Inside Furioza
"Loyalty is a blood oath written in asphalt."

There’s a specific brand of adrenaline that only Eastern European crime cinema seems to bottle correctly. It’s grey, it’s bone-deep, and it smells like wet pavement and cheap cigarettes. When the original Furioza dropped on Netflix a few years back, it bypassed the usual subtitled-film fatigue and hit the global Top 10 because it felt dangerously real. Now, in 2025, Cyprian T. Olencki has returned to the docks of Gdynia with Inside Furioza, a sequel that attempts the "bigger, louder, bloodier" mantra of the modern franchise era while trying to keep its soul firmly in the gutter.
I watched this on a Tuesday night while intermittently checking my air fryer because I was convinced I could smell burning hash browns, and honestly, the domestic distraction was probably the only thing keeping my blood pressure in check. This movie is a 166-minute endurance test of high-tension deals and bare-knuckle brawls.
The Rise of the Golden Empire
The narrative baton has officially passed to Mateusz Damięcki, who returns as 'Golden.' If you saw the first film, you know Damięcki underwent one of those Christian Bale-style physical transformations that makes you want to apologize to your own gym membership. He’s all sinew, tattoos, and a shaved head that seems to vibrate with unspoken threats. With the old guard fractured, Golden is no longer just a soldier; he’s the CEO of a violent enterprise, pushing the Furioza gang’s influence across borders and into the lucrative, lethal world of international drug trafficking.
What I find fascinating about this contemporary era of "Globalized Streaming Cinema" is how a hyper-local story about Polish soccer hooligans can evolve into a sprawling crime saga that feels like a cousin to Gangs of London or Peaky Blinders. Mateusz Damięcki plays Golden with a jittery, unpredictable energy that kept me on edge. You’re never quite sure if he’s going to hug his brothers or bite their ears off. He’s supported by Szymon Bobrowski as 'Mrówka,' who provides a weary, veteran counterbalance to Golden’s explosive ambition.

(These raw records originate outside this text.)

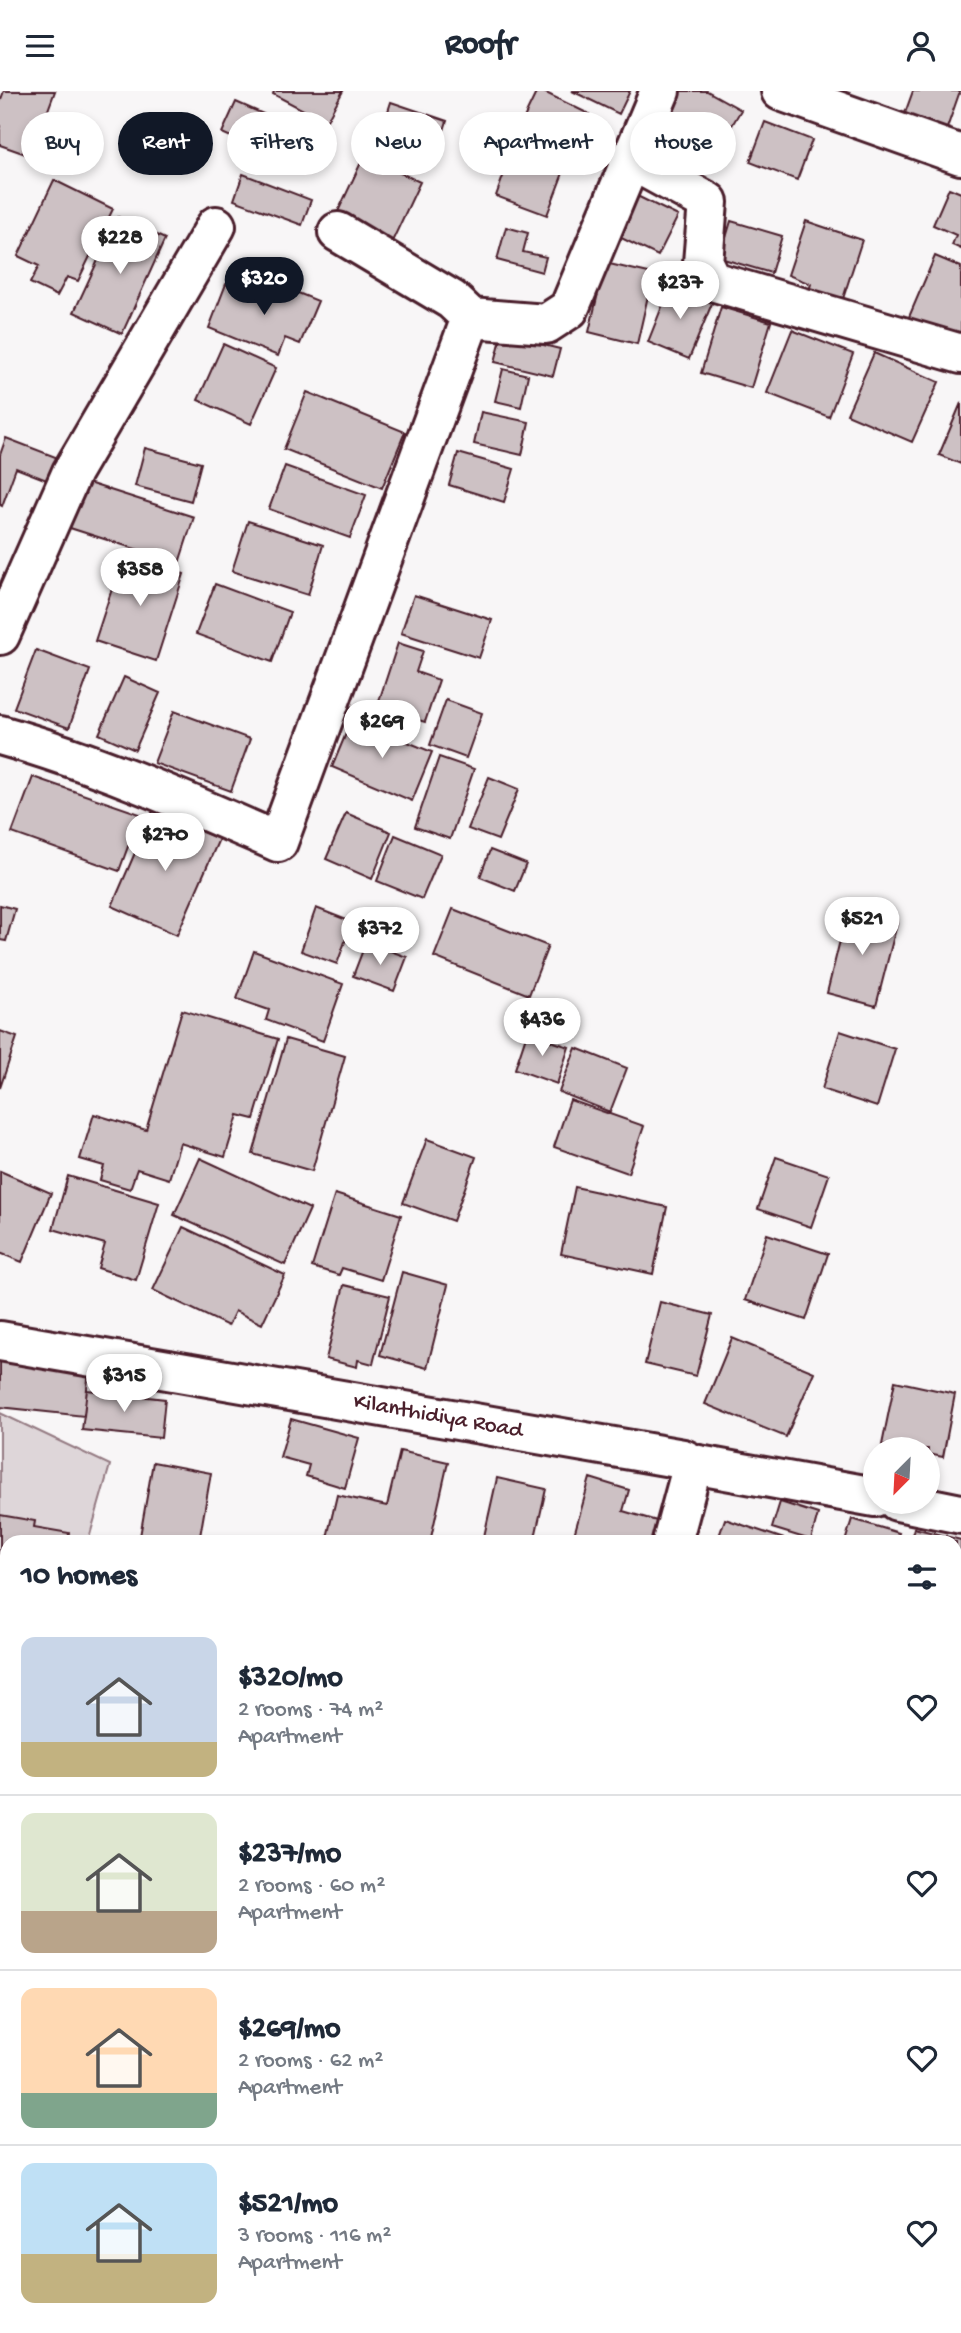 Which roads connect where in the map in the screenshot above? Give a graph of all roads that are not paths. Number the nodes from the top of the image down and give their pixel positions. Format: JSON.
{"nodes":[{"id":1,"x":660,"y":91,"type":"edge"},
{"id":2,"x":781,"y":91,"type":"edge"},
{"id":3,"x":651,"y":112,"type":"edge"},
{"id":4,"x":961,"y":155,"type":"edge"},
{"id":5,"x":630,"y":162,"type":"edge"},
{"id":6,"x":658,"y":175,"type":"edge"},
{"id":7,"x":216,"y":226,"type":"dead end"},
{"id":8,"x":338,"y":232,"type":"dead end"},
{"id":9,"x":471,"y":318,"type":"junction"},
{"id":10,"x":961,"y":355,"type":"edge"},
{"id":11,"x":0,"y":635,"type":"edge"},
{"id":12,"x":0,"y":735,"type":"edge"},
{"id":13,"x":0,"y":1341,"type":"edge"},
{"id":14,"x":693,"y":1464,"type":"junction"},
{"id":15,"x":863,"y":1495,"type":"edge"},
{"id":16,"x":940,"y":1510,"type":"edge"},
{"id":17,"x":961,"y":1514,"type":"edge"},
{"id":18,"x":673,"y":1535,"type":"edge"}],
"edges":[{"from":1,"to":3,"type":"street"},
{"from":2,"to":4,"type":"street"},
{"from":5,"to":9,"type":"street"},
{"from":6,"to":10,"type":"street"},
{"from":7,"to":11,"type":"street"},
{"from":8,"to":9,"type":"street"},
{"from":9,"to":12,"type":"street"},
{"from":13,"to":14,"type":"street","name":"Kilanthidiya Road"},
{"from":14,"to":15,"type":"street","name":"Kilanthidiya Road"},
{"from":14,"to":18,"type":"street"},
{"from":16,"to":17,"type":"street"}]}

Choreography of the Concrete
If you’re here for the action—and let’s be real, you are—Olencki doesn’t pull many punches. The fight choreography in Inside Furioza has moved away from the chaotic "ustawka" (the organized field brawls) of the first film and into more tactical, claustrophobic settings. There’s a sequence in a shipping container yard that I’ll be thinking about for a while. The way Jeremi Prokopowicz handles the cinematography is sheer claustrophobia; the camera stays tight on the impact, making every thud of a fist against a leather jacket feel like it’s happening in your own living room.
However, we need to talk about that 166-minute runtime. In this age of "content" where movies are often padded out to feel like "events" for streaming algorithms, this film treats its middle hour like a slow-motion car crash that forgets to actually crash. I’m all for character development, and seeing Weronika Książkiewicz-Nathaniel return as 'Dzika'—now navigating the impossible moral labyrinth of being a cop with hooligan roots—is compelling. But there are moments where the political maneuvering between the gang and the authorities, led by a reliably shark-like Łukasz Simlat, starts to feel like a very long HR meeting with more tattoos.
The Modern Hooligan Mythos
One thing that keeps Inside Furioza from becoming just another generic thriller is its awareness of the current moment. It touches on the way social media and instant connectivity have changed the way these gangs operate—no longer just hidden in shadows, but brand-building in plain sight. It’s a cynical, sharp observation about how even the most "authentic" counter-cultures eventually get swallowed by the corporate-style greed of the 2020s.
Apparently, the production was a bit of a logistical nightmare, filmed during a particularly brutal winter where the "breath" you see on screen isn't a CGI effect—the actors were genuinely freezing their way through those night shoots. It adds a layer of grit that you just can't fake on a soundstage in Atlanta. Also, if you look closely during the club scenes, a few of the background extras are actual members of local supporters' groups, which probably explains why the atmosphere feels less like a movie set and more like a place where I’d definitely lose my wallet.
Despite the bloated runtime that occasionally tests your patience, Inside Furioza is a heavyweight contender in the current action landscape. It’s a film that understands the cost of violence—not just the physical bruises, but the way it erodes the humanity of everyone involved. It doesn't quite reach the heights of the first film's shock value, but as a character study of a man who won the throne only to realize it's made of razor wire, it’s a journey worth taking. Just maybe make sure your air fryer is off before you start, because you won't want to look away once the final act kicks into gear.